◆ **TASK TO CARRY OUT**
Exactly as they appear, write the lines from the one containing "Digitize the connectivity" to the final line of the entries, leaving pictures out.

◆ **RECORDS SUPPLIED**
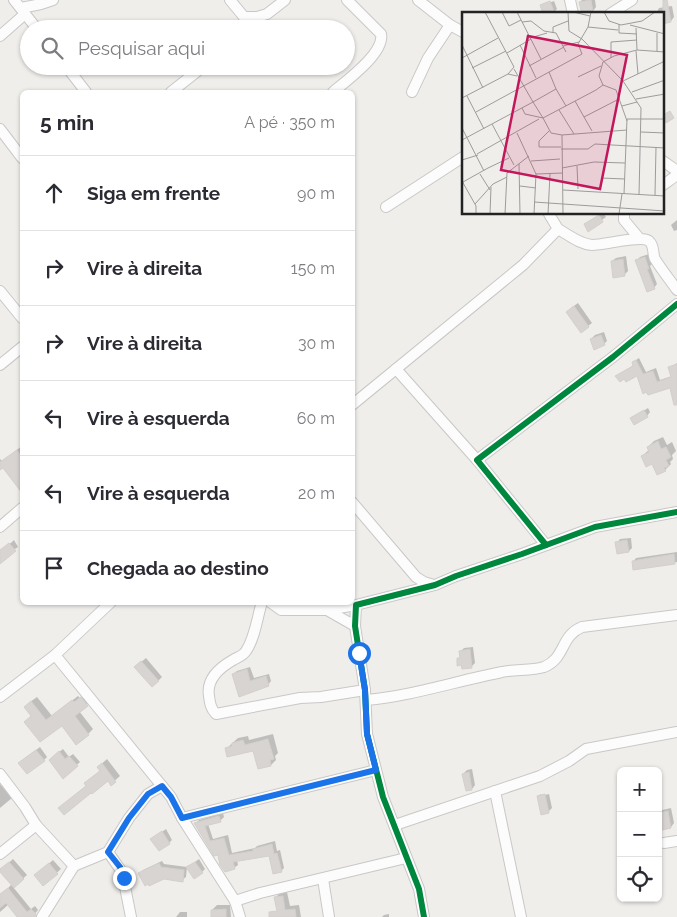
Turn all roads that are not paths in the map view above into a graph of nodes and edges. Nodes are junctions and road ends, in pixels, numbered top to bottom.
1 (53, 0) edge
2 (230, 0) edge
3 (285, 0) edge
4 (347, 0) edge
5 (418, 0) edge
6 (632, 0) edge
7 (20, 7) edge
8 (613, 12) edge
9 (244, 17) junction
10 (30, 20) edge
11 (246, 20) edge
12 (450, 25) junction
13 (462, 31) edge
14 (0, 36) edge
15 (355, 72) edge
16 (73, 75) edge
17 (193, 75) edge
18 (352, 75) edge
19 (84, 90) edge
20 (174, 90) edge
21 (335, 90) edge
22 (412, 92) dead end
23 (0, 129) edge
24 (20, 155) edge
25 (462, 158) edge
26 (664, 162) edge
27 (677, 171) edge
28 (677, 176) edge
29 (664, 184) edge
30 (386, 207) dead end
31 (550, 215) edge
32 (624, 215) edge
33 (558, 229) junction
34 (639, 238) junction
35 (0, 290) edge
36 (677, 290) edge
37 (677, 304) edge
38 (20, 315) edge
39 (20, 349) edge
40 (0, 365) edge
41 (396, 370) junction
42 (355, 403) edge
43 (477, 460) junction
44 (355, 506) edge
45 (20, 510) edge
46 (677, 512) edge
47 (0, 527) edge
48 (546, 545) junction
49 (416, 577) junction
50 (436, 585) junction
51 (412, 591) junction
52 (108, 605) edge
53 (261, 605) edge
54 (274, 605) edge
55 (356, 605) junction
56 (327, 610) junction
57 (677, 615) edge
58 (355, 626) junction
59 (55, 655) junction
60 (365, 695) junction
61 (0, 697) edge
62 (677, 732) edge
63 (376, 770) junction
64 (0, 774) edge
65 (162, 786) junction
66 (495, 791) junction
67 (182, 818) junction
68 (36, 825) junction
69 (395, 825) junction
70 (677, 841) edge
71 (664, 843) dead end
72 (108, 852) junction
73 (0, 854) edge
74 (406, 858) junction
75 (74, 866) junction
76 (323, 879) junction
77 (235, 901) junction
78 (42, 917) edge
79 (131, 917) edge
80 (240, 917) edge
81 (329, 917) edge
82 (424, 917) edge
83 (521, 917) edge

1 - 7 street
2 - 9 street
3 - 9 street
4 - 15 street
5 - 12 street
6 - 8 street
7 - 10 street
7 - 14 street
9 - 11 street
12 - 13 street
12 - 22 street
16 - 19 street
17 - 20 street
18 - 21 street
23 - 24 street
25 - 30 street
26 - 27 street
28 - 29 street
31 - 33 street
32 - 34 street
33 - 34 street
33 - 41 street
34 - 36 street
35 - 38 street
37 - 43 street
39 - 40 street
41 - 42 street
41 - 43 street
43 - 48 street
44 - 49 street
45 - 47 street
46 - 48 street
48 - 50 street
49 - 50 street
49 - 51 street
50 - 51 street
51 - 55 street
52 - 59 street
53 - 60 street
54 - 56 street
55 - 56 street
55 - 58 street
56 - 58 street
57 - 60 street
58 - 60 street
59 - 61 street
59 - 65 street
60 - 63 street
62 - 66 street
63 - 67 street
63 - 69 street
64 - 68 street
65 - 67 street
65 - 72 street
66 - 69 street
66 - 83 street
67 - 77 street
68 - 73 street
68 - 75 street
69 - 74 street
70 - 71 street
72 - 75 street
72 - 79 street
74 - 76 street
74 - 82 street
75 - 78 street
76 - 77 street
76 - 81 street
77 - 80 street

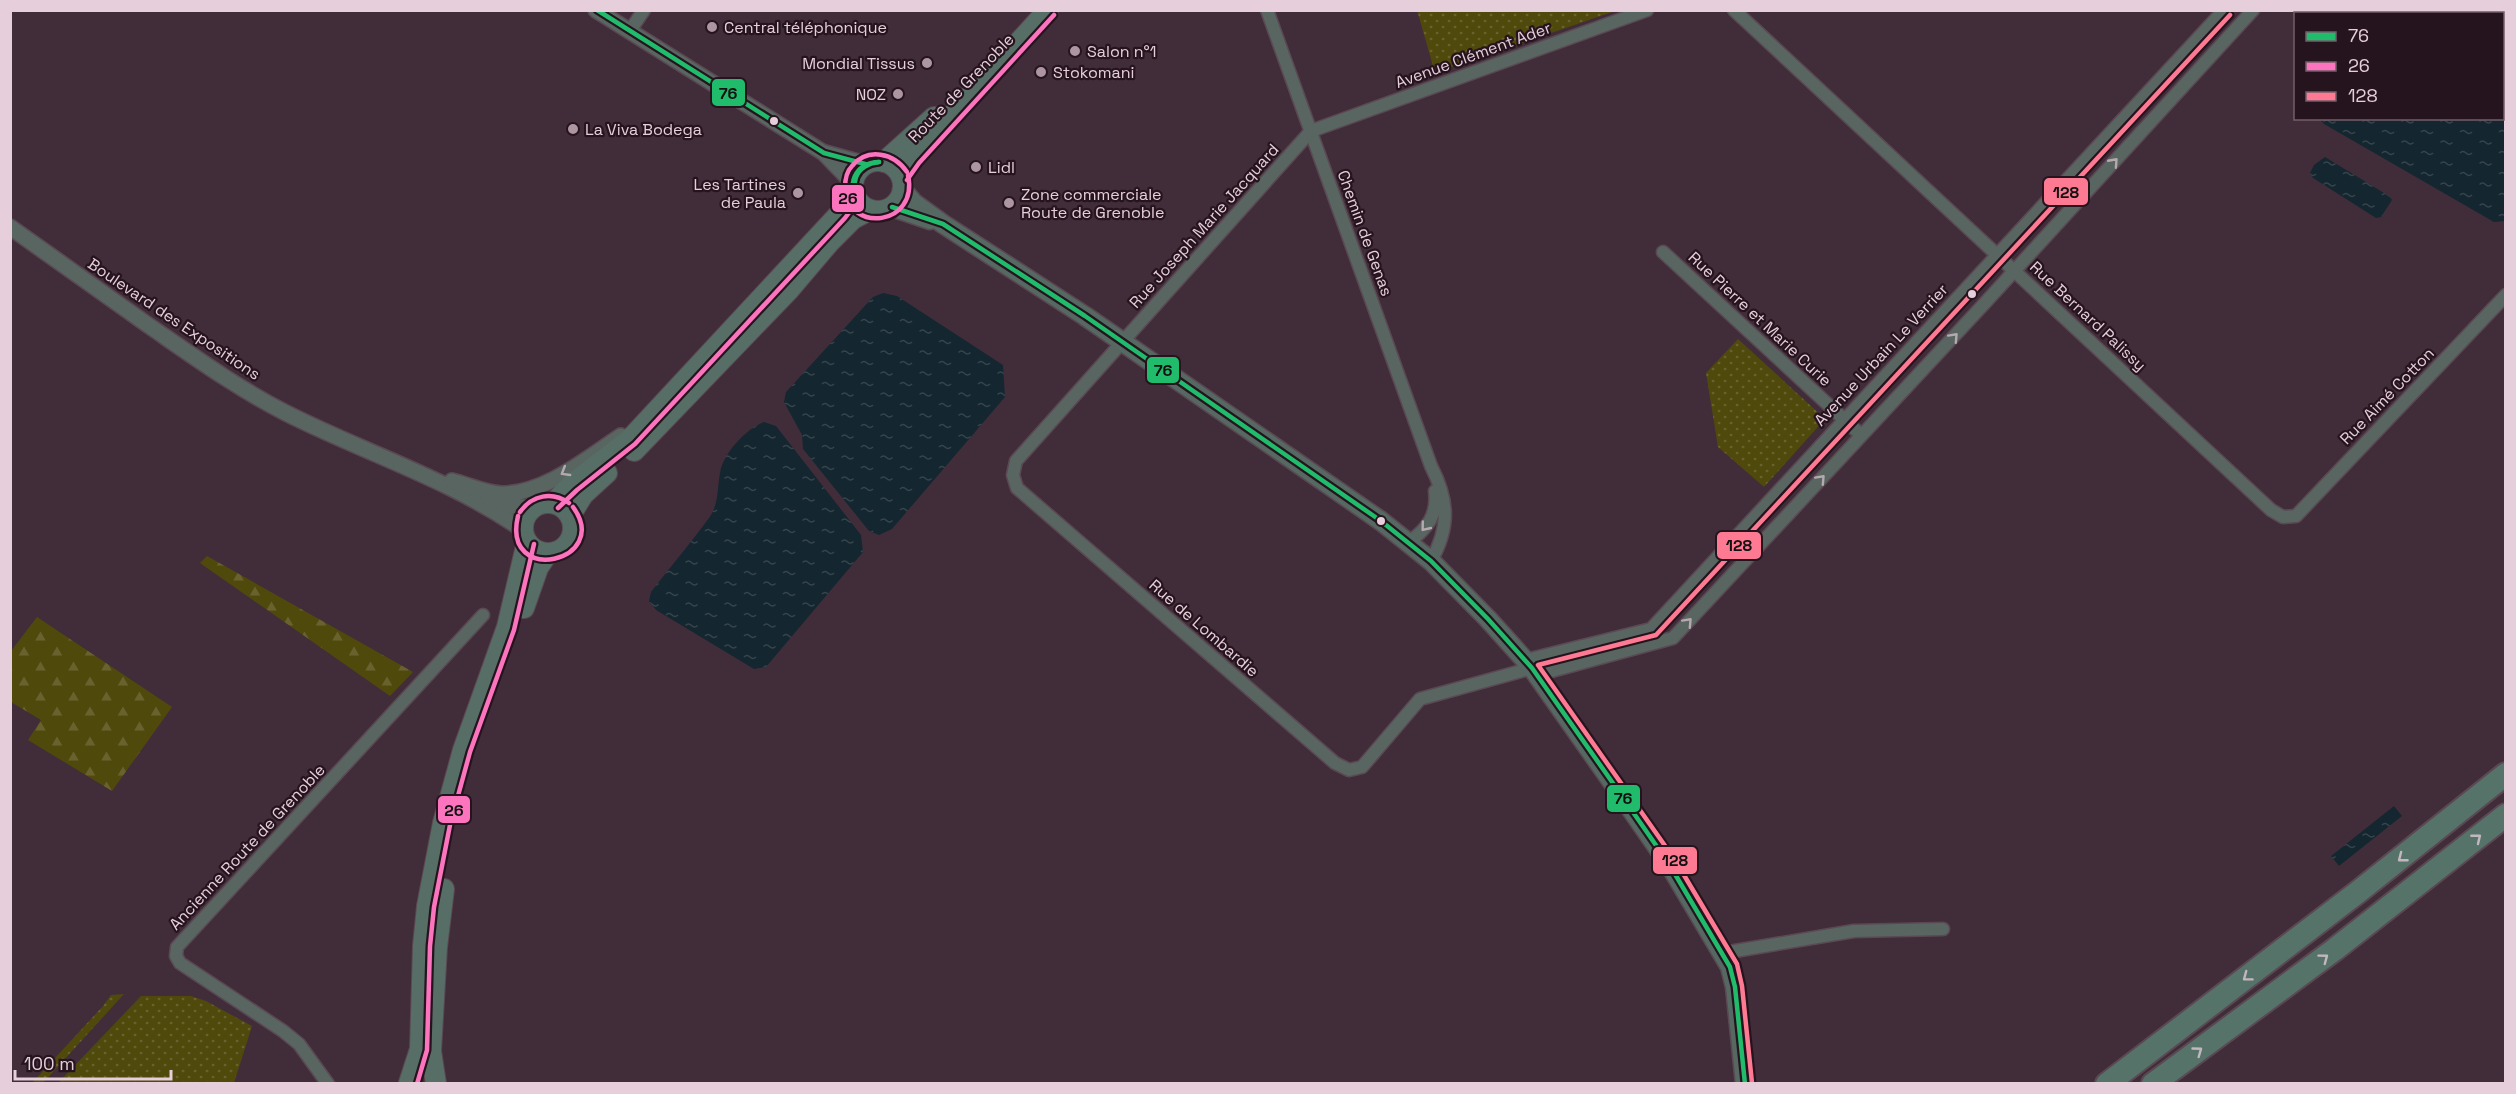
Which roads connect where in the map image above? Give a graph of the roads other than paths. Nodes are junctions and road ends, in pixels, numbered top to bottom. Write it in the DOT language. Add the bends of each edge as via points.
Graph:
graph roads {
  1 [pos="596,10"];
  2 [pos="645,10"];
  3 [pos="1035,10"];
  4 [pos="1048,10"];
  5 [pos="1267,10"];
  6 [pos="1647,10"];
  7 [pos="1734,10"];
  8 [pos="2224,10"];
  9 [pos="2253,10"];
  10 [pos="629,32"];
  11 [pos="1311,132"];
  12 [pos="824,153"];
  13 [pos="875,163"];
  14 [pos="902,183"];
  15 [pos="853,189"];
  16 [pos="892,207"];
  17 [pos="870,210"];
  18 [pos="943,224"];
  19 [pos="10,228"];
  20 [pos="1663,252"];
  21 [pos="1996,254"];
  22 [pos="2015,271"];
  23 [pos="2505,295"];
  24 [pos="1123,343"];
  25 [pos="649,416"];
  26 [pos="1844,419"];
  27 [pos="1862,435"];
  28 [pos="1431,466"];
  29 [pos="423,474"];
  30 [pos="553,503"];
  31 [pos="532,508"];
  32 [pos="570,516"];
  33 [pos="2291,518"];
  34 [pos="525,536"];
  35 [pos="1409,542"];
  36 [pos="548,553"];
  37 [pos="1431,561"];
  38 [pos="483,615"];
  39 [pos="1531,668"];
  40 [pos="2505,774"];
  41 [pos="2505,815"];
  42 [pos="1943,929"];
  43 [pos="1723,953"];
  44 [pos="328,1083"];
  45 [pos="409,1083"];
  46 [pos="434,1083"];
  47 [pos="1745,1083"];
  48 [pos="2107,1083"];
  49 [pos="2153,1083"];
  1 -- 10 [label="street"];
  2 -- 10 [label="street"];
  3 -- 13 [label="main road, Route de Grenoble" via="930,121"];
  4 -- 14 [label="main road, Route de Grenoble" via="913,158"];
  5 -- 11 [label="street, Chemin de Genas"];
  6 -- 11 [label="street, Avenue Clément Ader"];
  7 -- 21 [label="street, Rue Bernard Palissy"];
  8 -- 21 [label="street, Avenue Urbain Le Verrier"];
  22 -- 9 [label="street, one-way"];
  10 -- 12 [label="street"];
  11 -- 24 [label="street, Rue Joseph Marie Jacquard"];
  11 -- 28 [label="street, Chemin de Genas"];
  12 -- 13 [label="street"];
  12 -- 15 [label="street"];
  13 -- 14 [label="main road" via="891,165"];
  13 -- 15 [label="main road" via="855,176"];
  14 -- 16 [label="main road" via="901,196"];
  14 -- 18 [label="main road" via="914,203"];
  15 -- 17 [label="main road" via="863,207"];
  15 -- 25 [label="main road" via="840,213"];
  16 -- 17 [label="main road"];
  16 -- 18 [label="main road"];
  17 -- 32 [label="main road" via="853,219 829,243 648,438 589,489"];
  18 -- 24 [label="main road"];
  19 -- 29 [label="street, Boulevard des Expositions" via="249,393 287,414"];
  20 -- 26 [label="street, Rue Pierre et Marie Curie"];
  21 -- 22 [label="street, Rue Bernard Palissy"];
  21 -- 26 [label="street, Avenue Urbain Le Verrier"];
  27 -- 22 [label="street, one-way"];
  22 -- 33 [label="street, Rue Bernard Palissy" via="2271,510"];
  23 -- 33 [label="street, Rue Aimé Cotton"];
  24 -- 35 [label="main road"];
  24 -- 39 [label="street, Rue de Lombardie" via="1016,461 1012,475 1017,488 1335,763 1349,770 1362,767 1420,699"];
  25 -- 29 [label="street, Boulevard des Expositions, one-way" via="545,484 517,493 500,494"];
  25 -- 30 [label="main road" via="630,439"];
  26 -- 27 [label="street, Rue Pierre et Marie Curie"];
  26 -- 39 [label="street, Avenue Urbain Le Verrier" via="1651,629"];
  39 -- 27 [label="street, one-way" via="1673,638"];
  28 -- 35 [label="street, Chemin de Genas, one-way" via="1436,505 1427,527"];
  28 -- 37 [label="street, Chemin de Genas" via="1440,483 1446,513 1444,535"];
  29 -- 31 [label="street, Boulevard des Expositions" via="512,506"];
  29 -- 34 [label="street, Boulevard des Expositions" via="495,510"];
  30 -- 31 [label="main road"];
  30 -- 32 [label="main road"];
  31 -- 34 [label="main road" via="525,518"];
  32 -- 36 [label="main road" via="573,531 567,544"];
  34 -- 36 [label="main road" via="532,548"];
  34 -- 45 [label="main road" via="524,563 507,627 462,750 440,834 423,946 420,1049"];
  35 -- 37 [label="main road"];
  36 -- 46 [label="main road" via="528,591 472,762 453,834 435,977 431,1051"];
  37 -- 39 [label="main road"];
  38 -- 44 [label="street, Ancienne Route de Grenoble" via="177,947 180,963 283,1031 299,1044"];
  39 -- 43 [label="main road" via="1669,864"];
  40 -- 48 [label="highway, one-way" via="2358,892"];
  49 -- 41 [label="highway, one-way" via="2325,957"];
  42 -- 43 [label="street" via="1854,931"];
  43 -- 47 [label="main road" via="1735,987"];
  45 -- 46 [label="main road"];
}
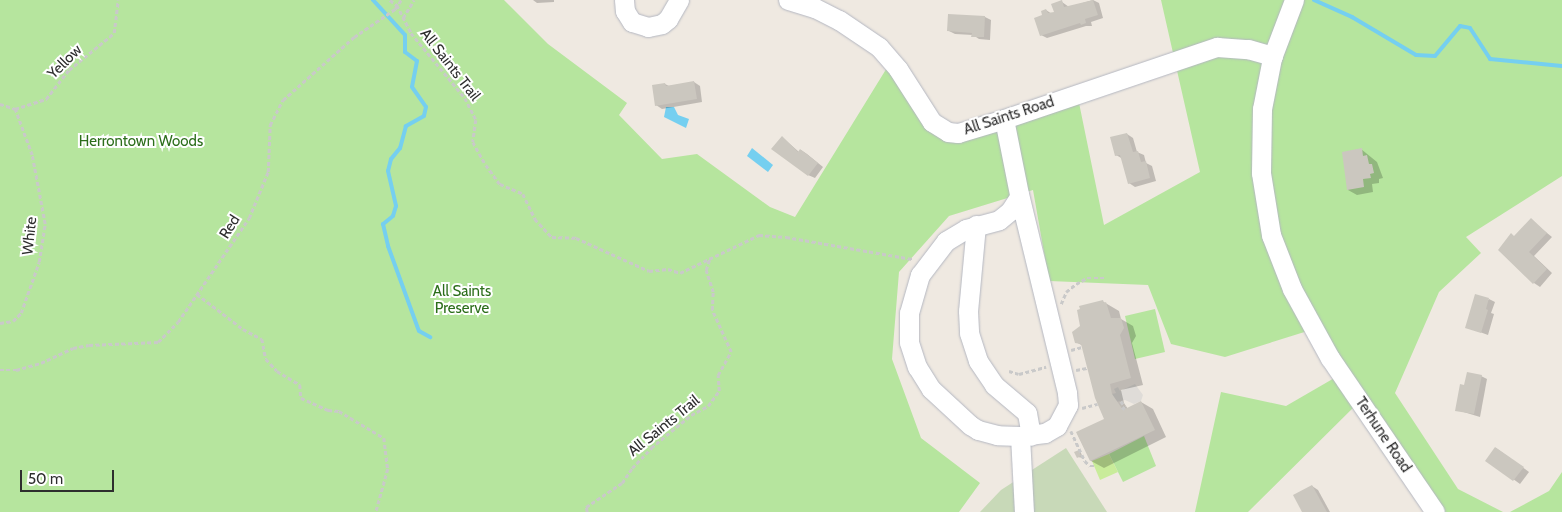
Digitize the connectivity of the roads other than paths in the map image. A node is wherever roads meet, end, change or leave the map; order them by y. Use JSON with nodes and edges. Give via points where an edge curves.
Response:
{"nodes":[{"id":1,"x":624,"y":0,"type":"edge"},
{"id":2,"x":679,"y":0,"type":"edge"},
{"id":3,"x":788,"y":0,"type":"edge"},
{"id":4,"x":1294,"y":0,"type":"edge"},
{"id":5,"x":1273,"y":56,"type":"junction"},
{"id":6,"x":1004,"y":120,"type":"junction"},
{"id":7,"x":1019,"y":196,"type":"junction"},
{"id":8,"x":976,"y":226,"type":"junction"},
{"id":9,"x":1026,"y":436,"type":"junction"},
{"id":10,"x":1024,"y":512,"type":"edge"},
{"id":11,"x":1435,"y":512,"type":"edge"}],
"edges":[{"from":1,"to":2,"type":"street","via":[[624,11],[632,22],[648,27],[668,19]]},
{"from":3,"to":6,"type":"street","name":"All Saints Road","via":[[839,20],[879,47],[898,69],[932,122],[940,128],[958,133]]},
{"from":4,"to":5,"type":"street","name":"Terhune Road"},
{"from":5,"to":6,"type":"street","name":"All Saints Road","via":[[1248,49],[1217,47]]},
{"from":5,"to":11,"type":"street","name":"Terhune Road","via":[[1263,102],[1260,144],[1264,201],[1272,235],[1288,280],[1330,358]]},
{"from":6,"to":7,"type":"street"},
{"from":7,"to":8,"type":"street","via":[[1010,211],[999,220]]},
{"from":7,"to":9,"type":"street","via":[[1068,399],[1066,413],[1057,426],[1045,433]]},
{"from":8,"to":9,"type":"street","via":[[969,333],[978,361],[994,385],[1027,414]]},
{"from":8,"to":9,"type":"street","via":[[951,237],[928,262],[916,286],[909,313],[909,342],[917,367],[939,399],[970,425],[989,434]]},
{"from":9,"to":10,"type":"street"}]}
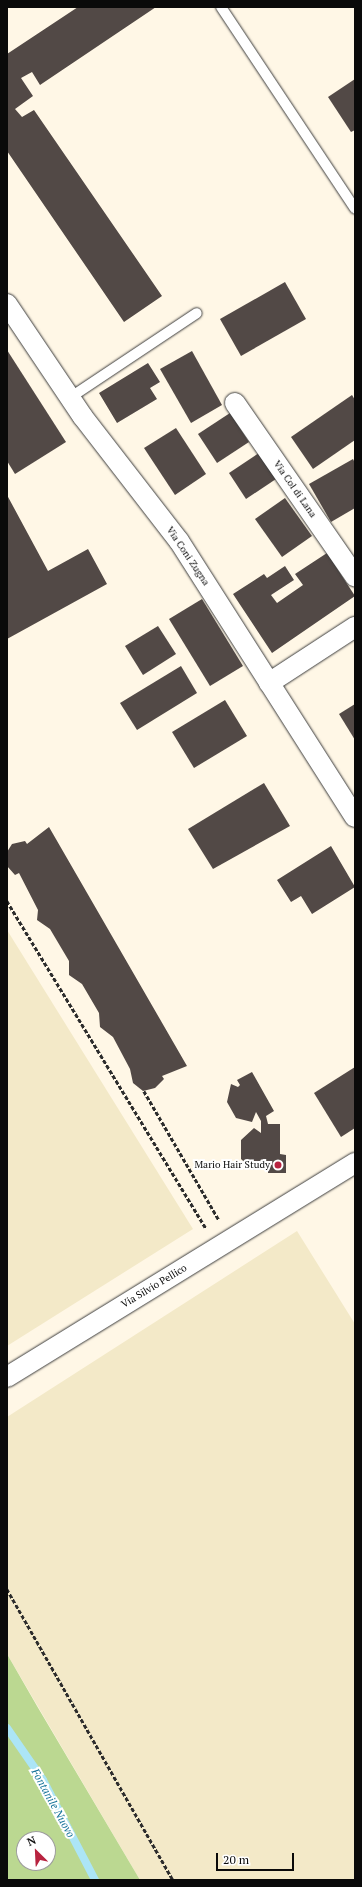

◆ **SOLUTION BELOW**
Digitize the connectivity of the roads other than paths in the map image. A node is wherever roads meet, end, change or leave the map; order them by y. Use JSON with nodes and edges. Give via points where an edge curves.
Response:
{"nodes":[{"id":1,"x":624,"y":0,"type":"edge"},
{"id":2,"x":679,"y":0,"type":"edge"},
{"id":3,"x":788,"y":0,"type":"edge"},
{"id":4,"x":1294,"y":0,"type":"edge"},
{"id":5,"x":1273,"y":56,"type":"junction"},
{"id":6,"x":1004,"y":120,"type":"junction"},
{"id":7,"x":1019,"y":196,"type":"junction"},
{"id":8,"x":976,"y":226,"type":"junction"},
{"id":9,"x":1026,"y":436,"type":"junction"},
{"id":10,"x":1024,"y":512,"type":"edge"},
{"id":11,"x":1435,"y":512,"type":"edge"}],
"edges":[{"from":1,"to":2,"type":"street","via":[[624,11],[632,22],[648,27],[668,19]]},
{"from":3,"to":6,"type":"street","name":"All Saints Road","via":[[839,20],[879,47],[898,69],[932,122],[940,128],[958,133]]},
{"from":4,"to":5,"type":"street","name":"Terhune Road"},
{"from":5,"to":6,"type":"street","name":"All Saints Road","via":[[1248,49],[1217,47]]},
{"from":5,"to":11,"type":"street","name":"Terhune Road","via":[[1263,102],[1260,144],[1264,201],[1272,235],[1288,280],[1330,358]]},
{"from":6,"to":7,"type":"street"},
{"from":7,"to":8,"type":"street","via":[[1010,211],[999,220]]},
{"from":7,"to":9,"type":"street","via":[[1068,399],[1066,413],[1057,426],[1045,433]]},
{"from":8,"to":9,"type":"street","via":[[969,333],[978,361],[994,385],[1027,414]]},
{"from":8,"to":9,"type":"street","via":[[951,237],[928,262],[916,286],[909,313],[909,342],[917,367],[939,399],[970,425],[989,434]]},
{"from":9,"to":10,"type":"street"}]}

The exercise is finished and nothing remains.